Fenton Park

The mansion and statue

Article Contributed by
Joan V. Cusimano Lindquist

Before the Fenton mansion became the Fenton Museum and History Center and before its address was changed from 68 S. Main Street to 67 Washington Street, the dwelling and its grounds, originally named Walnut Grove, were known by the residents of the Lost Neighborhood and the adjoining area of old Brooklyn Square quite simply as Fenton Park. It was the summer and winter playground of kids in the Lost Neighborhood, and for those of us who grew up on Derby Street, which was directly across S.Main Street from the terraced, rolling hills of the Fenton estate, we looked upon the grand house and the statue of Gov. Reuben E. Fenton every day.

During the summer many of the young boys who lived near the Park made it a daily trip, often being in the Park all day long. One of the attractions was the Civil War and WW I cannons that kids used to climb on, and one of these large guns became the backdrop of a photograph my father took of the Derby Street boys, left to right, Andy Hennas, John Cusimano (my brother), George Hennas, and Sandy Galati. Tony Tripi, on old Victoria Avenue neighbor, recalled the kind caretaker of the mansion in the 1940s, Mr. Ernest Colander, who built two horseshoe pits for the boys, taught them how to pitch, and even competed with them.

The Derby Street boys

Fall was hickory nut season in the Park, and once we kids had gathered enough to fill a small paper bag, we brought them home and proceeded to stamp and crack them under leather heels on cement sidewalks. Once we heard that satisfying “crunch,” we worked awfully hard to extract the sweet, crisp nutmeat from those tightly packed shells.
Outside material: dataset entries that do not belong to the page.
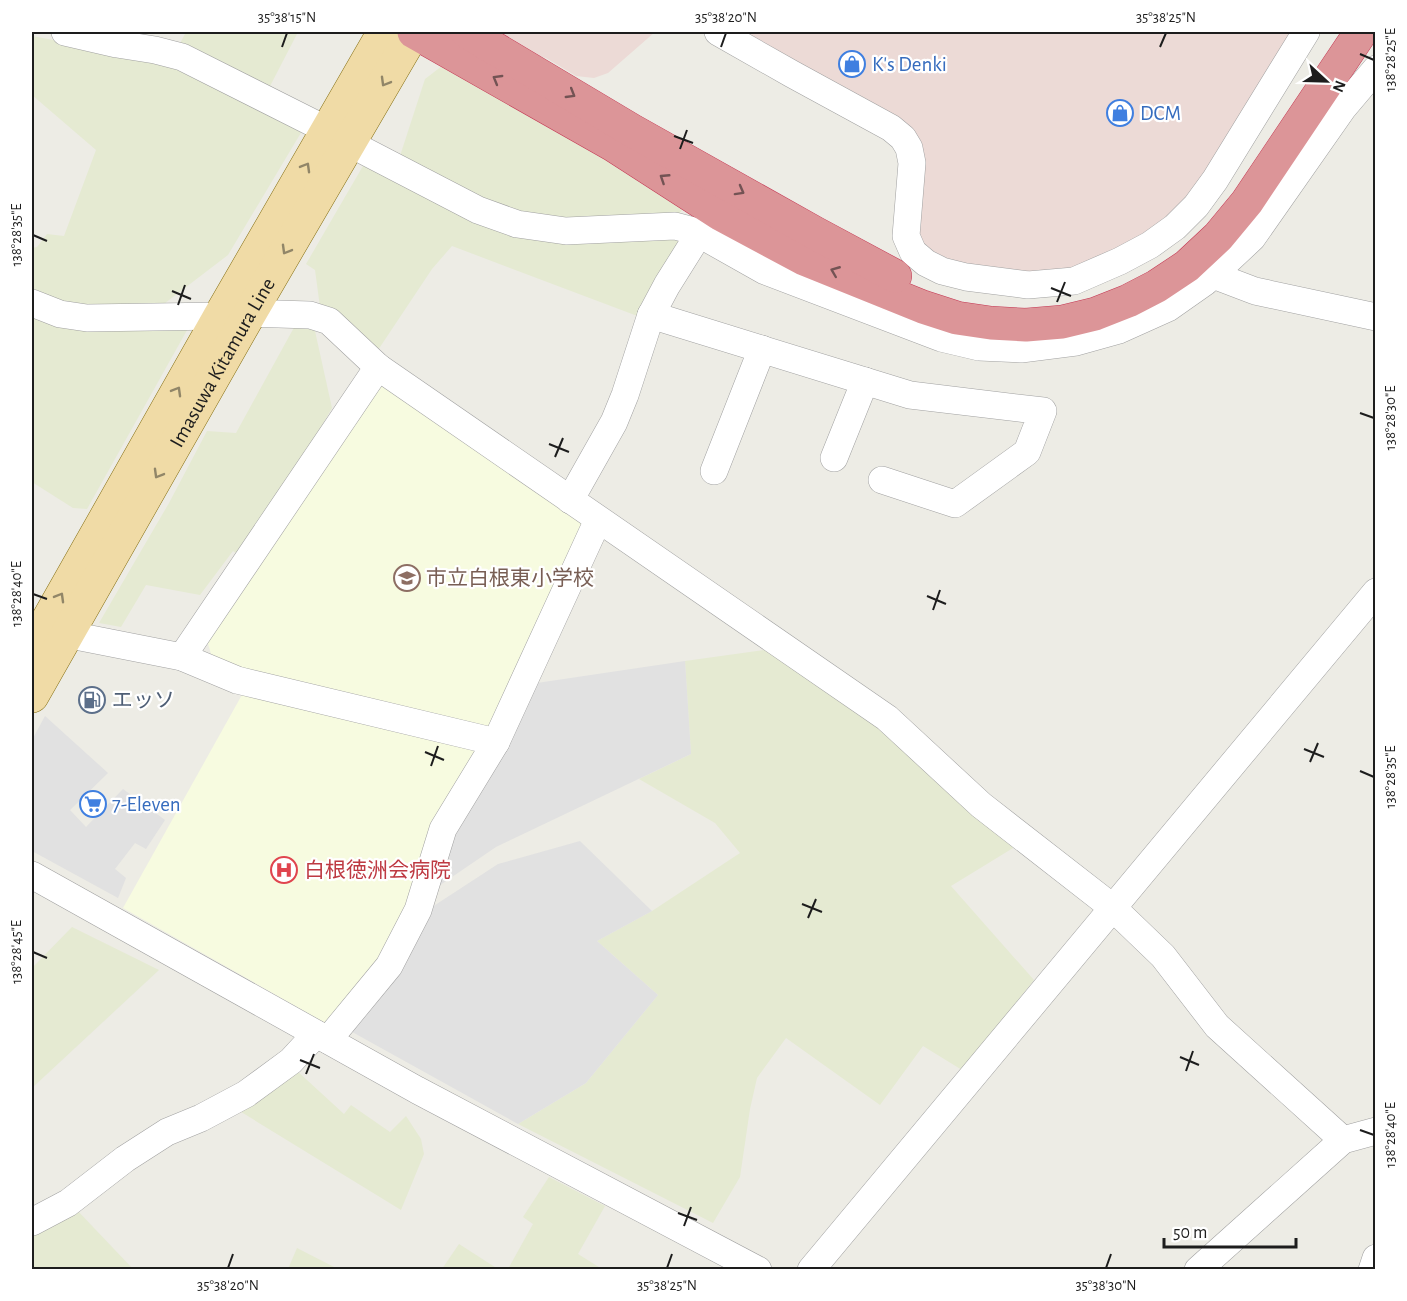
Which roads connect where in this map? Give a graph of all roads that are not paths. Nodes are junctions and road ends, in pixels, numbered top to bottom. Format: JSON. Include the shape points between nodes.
{"nodes":[{"id":1,"x":65,"y":32,"type":"edge"},
{"id":2,"x":384,"y":32,"type":"edge"},
{"id":3,"x":414,"y":32,"type":"edge"},
{"id":4,"x":467,"y":32,"type":"edge"},
{"id":5,"x":718,"y":32,"type":"edge"},
{"id":6,"x":1306,"y":32,"type":"edge"},
{"id":7,"x":1341,"y":32,"type":"edge"},
{"id":8,"x":1361,"y":32,"type":"edge"},
{"id":9,"x":1376,"y":69,"type":"edge"},
{"id":10,"x":338,"y":136,"type":"junction"},
{"id":11,"x":699,"y":234,"type":"junction"},
{"id":12,"x":1213,"y":275,"type":"junction"},
{"id":13,"x":32,"y":303,"type":"edge"},
{"id":14,"x":235,"y":314,"type":"junction"},
{"id":15,"x":651,"y":315,"type":"junction"},
{"id":16,"x":1376,"y":317,"type":"edge"},
{"id":17,"x":762,"y":349,"type":"junction"},
{"id":18,"x":378,"y":367,"type":"junction"},
{"id":19,"x":865,"y":381,"type":"junction"},
{"id":20,"x":834,"y":458,"type":"dead end"},
{"id":21,"x":714,"y":471,"type":"dead end"},
{"id":22,"x":882,"y":480,"type":"dead end"},
{"id":23,"x":570,"y":500,"type":"junction"},
{"id":24,"x":598,"y":520,"type":"junction"},
{"id":25,"x":1376,"y":592,"type":"edge"},
{"id":26,"x":43,"y":635,"type":"edge"},
{"id":27,"x":182,"y":657,"type":"junction"},
{"id":28,"x":32,"y":696,"type":"edge"},
{"id":29,"x":496,"y":742,"type":"junction"},
{"id":30,"x":32,"y":875,"type":"edge"},
{"id":31,"x":1112,"y":907,"type":"junction"},
{"id":32,"x":322,"y":1037,"type":"junction"},
{"id":33,"x":1376,"y":1131,"type":"edge"},
{"id":34,"x":1344,"y":1140,"type":"junction"},
{"id":35,"x":32,"y":1222,"type":"edge"},
{"id":36,"x":1376,"y":1258,"type":"edge"},
{"id":37,"x":758,"y":1269,"type":"edge"},
{"id":38,"x":811,"y":1269,"type":"edge"},
{"id":39,"x":1198,"y":1269,"type":"edge"},
{"id":40,"x":1372,"y":1269,"type":"edge"}],
"edges":[{"from":1,"to":10,"type":"street","via":[[182,57]]},
{"from":2,"to":10,"type":"main road","name":"Imasuwa Kitamura Line"},
{"from":8,"to":3,"type":"highway","one_way":true,"via":[[1247,202],[1218,237],[1186,266],[1147,291],[1095,314],[1026,325],[957,318],[804,259],[720,214],[613,145]]},
{"from":3,"to":10,"type":"main road","name":"Imasuwa Kitamura Line","one_way":true},
{"from":4,"to":7,"type":"highway","one_way":true,"via":[[633,131],[895,276],[960,301],[992,306],[1059,303],[1090,296],[1119,286],[1178,252],[1234,191]]},
{"from":5,"to":6,"type":"street","via":[[903,138],[912,163],[906,237],[913,252],[926,263],[966,277],[1028,285],[1074,281],[1095,273],[1150,245],[1175,226],[1215,180]]},
{"from":9,"to":12,"type":"street","via":[[1343,108],[1252,238]]},
{"from":10,"to":11,"type":"street","via":[[478,210],[517,224],[566,231],[675,226]]},
{"from":10,"to":14,"type":"main road","name":"Imasuwa Kitamura Line"},
{"from":11,"to":12,"type":"street","via":[[765,271],[940,338],[979,346],[1021,349],[1076,342],[1119,330],[1168,308]]},
{"from":11,"to":15,"type":"street"},
{"from":12,"to":16,"type":"street","via":[[1255,291]]},
{"from":13,"to":14,"type":"street","via":[[60,314],[87,318]]},
{"from":14,"to":18,"type":"street","via":[[310,315],[329,321]]},
{"from":14,"to":26,"type":"main road","name":"Imasuwa Kitamura Line"},
{"from":15,"to":17,"type":"street"},
{"from":15,"to":23,"type":"street","via":[[614,422]]},
{"from":17,"to":19,"type":"street"},
{"from":17,"to":21,"type":"street"},
{"from":18,"to":23,"type":"street"},
{"from":18,"to":27,"type":"street"},
{"from":19,"to":20,"type":"street"},
{"from":19,"to":22,"type":"street","via":[[910,395],[1043,411],[1027,452],[955,504]]},
{"from":23,"to":24,"type":"street"},
{"from":24,"to":29,"type":"street"},
{"from":24,"to":31,"type":"street","via":[[887,718],[981,806]]},
{"from":25,"to":31,"type":"street"},
{"from":26,"to":27,"type":"street"},
{"from":26,"to":28,"type":"main road","name":"Imasuwa Kitamura Line"},
{"from":27,"to":29,"type":"street","via":[[237,680]]},
{"from":29,"to":32,"type":"street","via":[[443,829],[418,910],[389,966]]},
{"from":30,"to":32,"type":"street"},
{"from":31,"to":34,"type":"street","via":[[1163,956],[1217,1026]]},
{"from":31,"to":38,"type":"street"},
{"from":32,"to":35,"type":"street","via":[[246,1094],[167,1132],[68,1203]]},
{"from":32,"to":37,"type":"street"},
{"from":33,"to":34,"type":"street"},
{"from":34,"to":39,"type":"street"},
{"from":36,"to":40,"type":"street"}]}
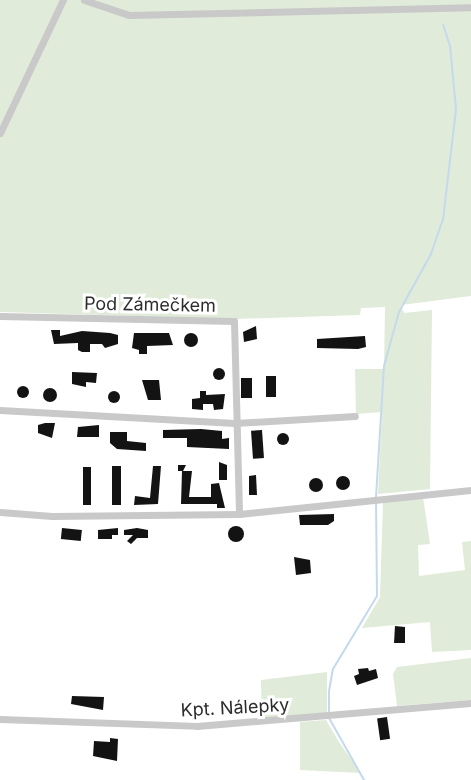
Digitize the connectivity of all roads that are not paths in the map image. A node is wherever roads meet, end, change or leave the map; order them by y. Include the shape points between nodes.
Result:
1 (63, 0) edge
2 (84, 0) edge
3 (471, 7) edge
4 (0, 133) edge
5 (0, 316) edge
6 (0, 410) edge
7 (355, 416) dead end
8 (235, 423) junction
9 (471, 490) edge
10 (0, 512) edge
11 (239, 514) junction
12 (471, 703) edge
13 (0, 719) edge

1 - 4 street
2 - 3 street via 129,15
5 - 8 street, Pod Zámečkem via 234,321
6 - 8 street
7 - 8 street
8 - 11 street, Pod Zámečkem
9 - 11 street
10 - 11 street via 75,516
12 - 13 street, Kpt. Nálepky via 196,726

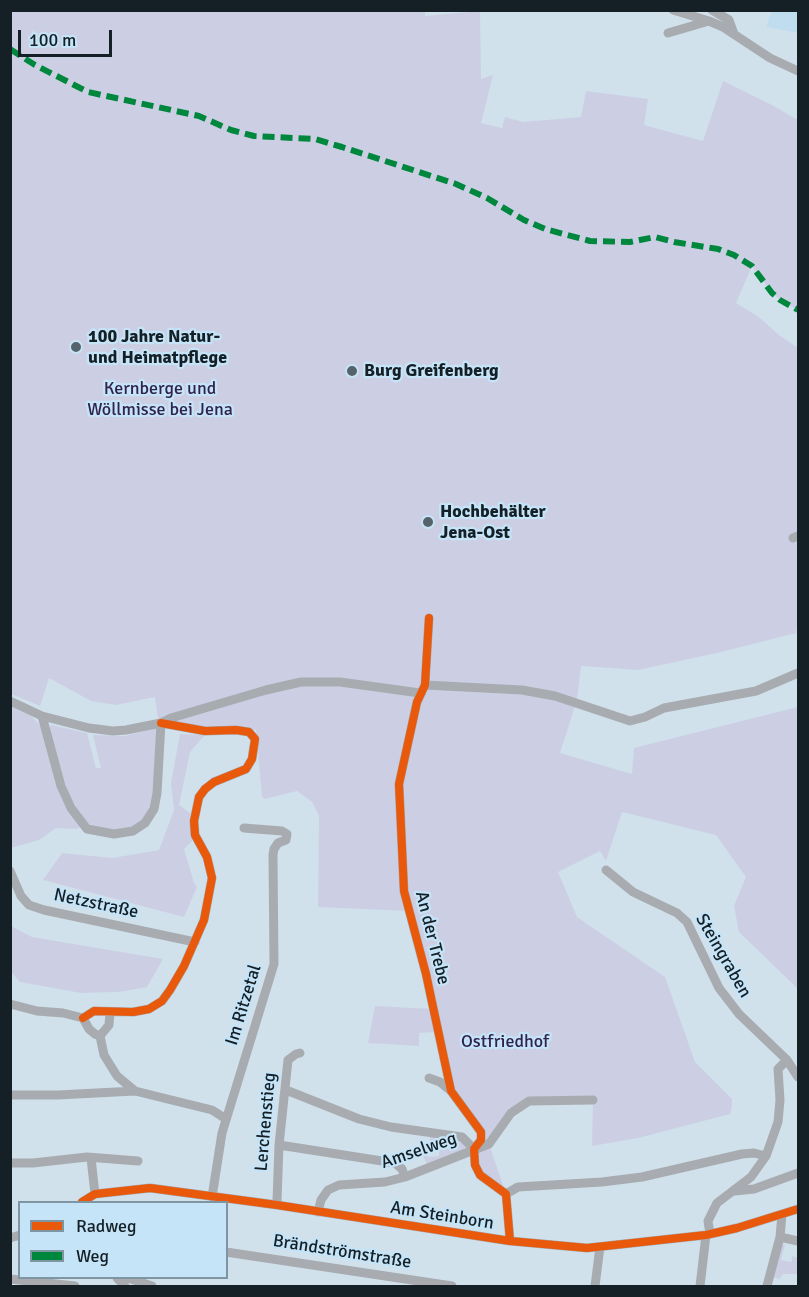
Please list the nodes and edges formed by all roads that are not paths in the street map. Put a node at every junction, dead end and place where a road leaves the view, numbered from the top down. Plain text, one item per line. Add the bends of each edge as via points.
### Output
1 (673, 10) edge
2 (712, 10) edge
3 (709, 21) junction
4 (668, 33) dead end
5 (734, 34) junction
6 (798, 72) edge
7 (429, 618) dead end
8 (798, 673) edge
9 (422, 689) junction
10 (10, 701) edge
11 (42, 716) junction
12 (161, 723) junction
13 (244, 828) dead end
14 (606, 870) dead end
15 (10, 871) edge
16 (195, 942) junction
17 (10, 1004) edge
18 (110, 1012) junction
19 (83, 1018) junction
20 (100, 1036) junction
21 (300, 1053) dead end
22 (786, 1060) junction
23 (798, 1077) edge
24 (429, 1078) dead end
25 (135, 1090) junction
26 (286, 1090) junction
27 (451, 1091) junction
28 (10, 1095) edge
29 (593, 1100) dead end
30 (226, 1119) junction
31 (279, 1145) junction
32 (474, 1149) junction
33 (766, 1156) junction
34 (91, 1158) junction
35 (138, 1161) dead end
36 (10, 1163) edge
37 (798, 1173) edge
38 (405, 1178) junction
39 (735, 1191) junction
40 (95, 1192) junction
41 (506, 1194) junction
42 (212, 1197) junction
43 (84, 1201) edge
44 (277, 1201) dead end
45 (798, 1209) edge
46 (318, 1212) junction
47 (782, 1214) junction
48 (708, 1235) junction
49 (780, 1237) junction
50 (510, 1241) junction
51 (798, 1241) edge
52 (600, 1247) junction
53 (228, 1252) edge
54 (10, 1279) edge
55 (131, 1279) edge
56 (75, 1287) edge
57 (152, 1287) edge
58 (452, 1287) edge
59 (594, 1287) edge
60 (700, 1287) edge
61 (767, 1287) edge

1 - 3 street
2 - 5 street via 729,20
3 - 4 street
3 - 5 street
5 - 6 street
7 - 9 street, An der Trebe
8 - 9 street via 756,691 664,708 630,721 555,696 522,690
9 - 12 street via 301,682
9 - 27 street, An der Trebe via 399,784 404,891
10 - 11 street
11 - 12 street via 113,731
11 - 12 street via 71,808 87,829 114,834 133,831 145,823 154,809
12 - 16 street via 205,731 249,732 255,739 246,769 205,789 196,808 195,835 207,857 212,878 204,920
13 - 30 street, Im Ritzetal via 287,834 273,855 274,964
14 - 22 street, Steingraben via 633,892 677,913 687,922 719,988 739,1014
15 - 16 street, Netzstraße via 29,905
16 - 18 street via 162,1001 138,1012
17 - 19 street
18 - 19 street via 94,1011
18 - 20 street via 109,1025
19 - 20 street via 89,1029
20 - 25 street via 104,1054 117,1076
21 - 26 street, Lerchenstieg via 288,1060
22 - 23 street, Steingraben
22 - 33 street via 778,1070 777,1122
24 - 27 street, An der Trebe
25 - 28 street
25 - 30 street via 212,1110
26 - 31 street, Lerchenstieg
26 - 32 street via 359,1119 462,1137
27 - 32 street, An der Trebe via 481,1132 481,1140
29 - 32 street, Amselweg via 529,1101 511,1113 489,1144
30 - 42 street, Im Ritzetal
31 - 38 street via 395,1163
31 - 44 street, Lerchenstieg
32 - 38 street, Amselweg
32 - 41 street, An der Trebe via 480,1175
33 - 39 street
33 - 41 street via 742,1154 642,1177 518,1187
34 - 35 street
34 - 36 street
34 - 40 street
37 - 39 street via 754,1189
38 - 46 street, Amselweg via 339,1185 328,1190
39 - 48 street via 711,1212
40 - 42 street, Am Steinborn via 150,1188
40 - 43 street, Am Steinborn
41 - 50 street
42 - 46 street, Am Steinborn
45 - 47 street, Am Steinborn
46 - 50 street, Am Steinborn
47 - 48 street, Am Steinborn
47 - 49 street
48 - 52 street, Am Steinborn
48 - 60 street
49 - 51 street
49 - 61 street
50 - 52 street, Am Steinborn
52 - 59 street
53 - 58 street, Brändströmstraße
54 - 56 street
55 - 57 street

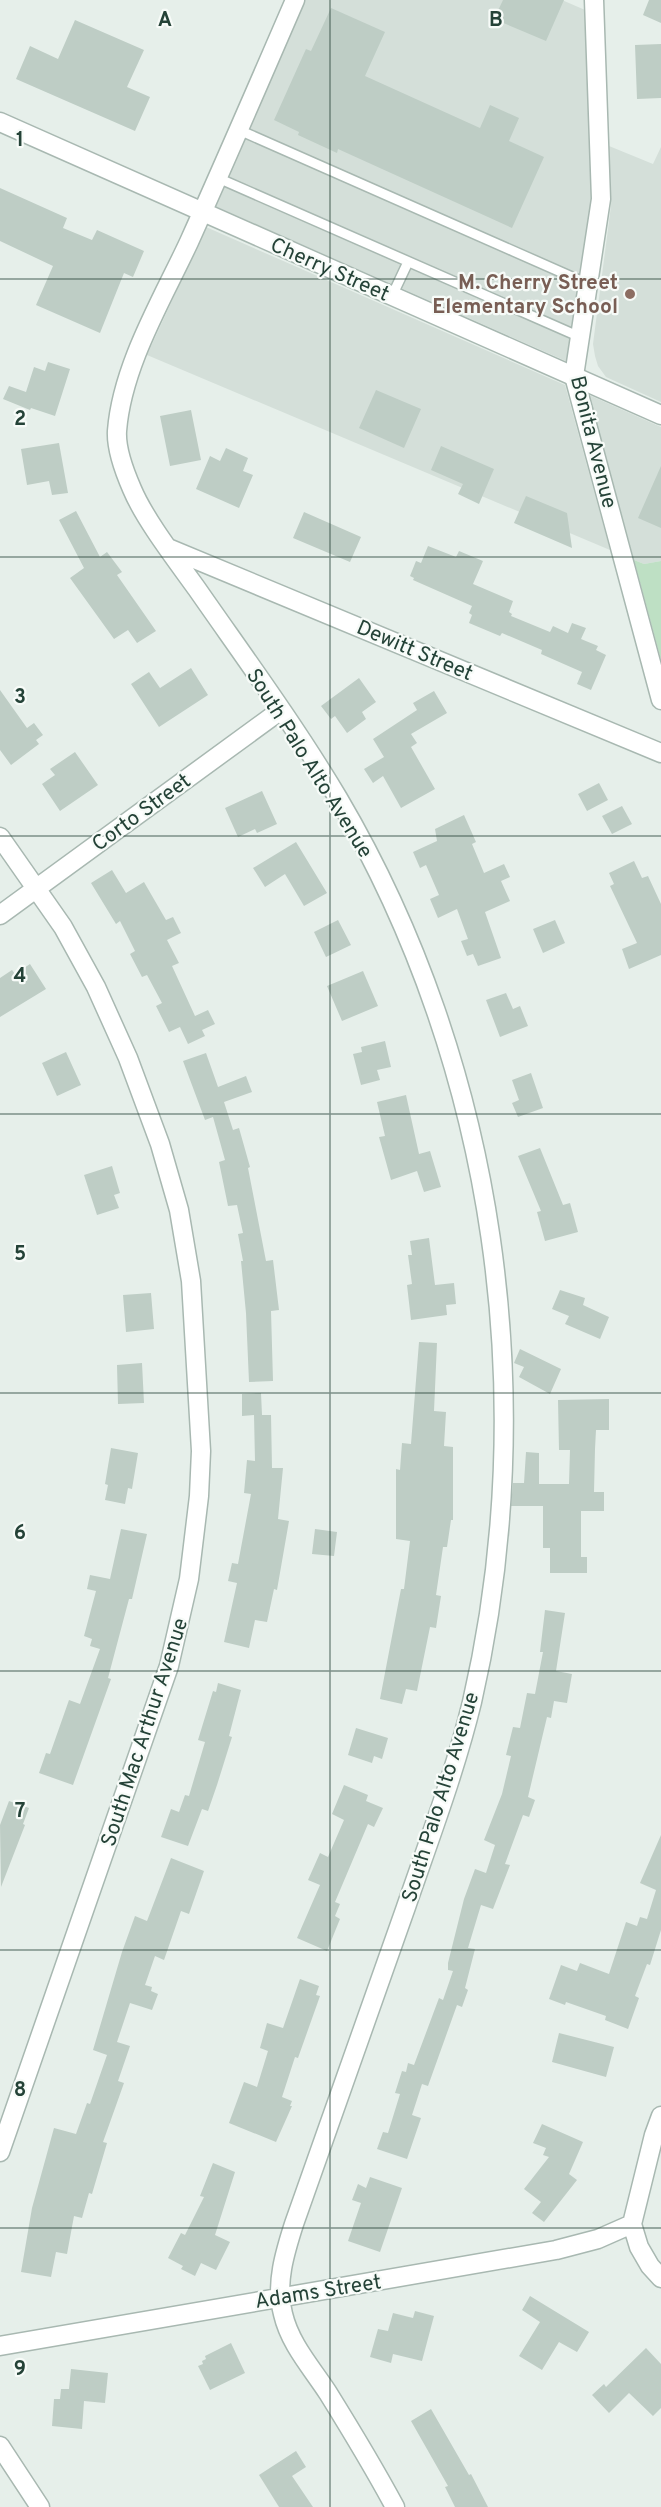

But if a hickory nut was unyielding, we resorted to using a hammer, usually surreptitiously “borrowed’ from one of our father’s tool boxes!

Spring-time yielded another natural “crop” in the Park that our Italian fathers would gather into large paper bags—dandelion greens that sprang up all over the Park in abundance and that were either cooked by our mothers or eaten raw in a salad topped with a tasty agrodolce (sweet and sour) salad dressing!

Winter brought a whole new scene to the Park. With deep snow sparkling on the terraced hill in front of the mansion, the sledding was spectacular, especially when you got a little air between your sled and the next slope! It was akin to a downhill roller coaster ride that ended, in those days, at the foot of the hill that opened onto a sidewalk and the brick surface of S. Main Street.

In its long history, the Park also served as a reminder of WW II. In the early 1940s, a Soldiers Honor Roll was erected at the northwestern corner of the Park that listed the names of those Jamestonians who were serving in WW II. The wooden structure was devastated during the June 10, 1945, tornado that damaged so much of Brooklyn Square and the adjacent residential, business, and industrial areas of the city. Some pieces of it were found miles away on Allen, English, and Willow Streets, and sections were also found on the badly damaged top floor of the Maddox Table Company on Harrison St. The Park itself sustained much damage with many old, large trees either felled by the tornadic winds or whose branches were hanging dangerously close to the ground or telephone wires. A contingent of German POWS from the Dunkirk, NY, camp volunteered to aid in the clean up of the debris in the Park under the direction of an armed and mounted U.S. Army sergeant. With a group of curious school boys from the surrounding neighborhoods as an awe-struck audience, the POWS sawed fallen trees and took down damaged trees with a pick-up truck and a power winch, all the while being as curious about Americans as the boys were of Germans.

The beautiful Park will forever be in the memories of those of us who grew up in its shadow within sight of the stately mansion, high on a hill, that is now one of only two remaining original structures of old Brooklyn Square. (For a more comprehensive account of the 1945 tornado, I refer readers to the articles “June 10, 1945” and “Harrison Street Tornado Damage” that can be found in my second book, Brooklyn Square, The Lost Neighborhood, and Beyond).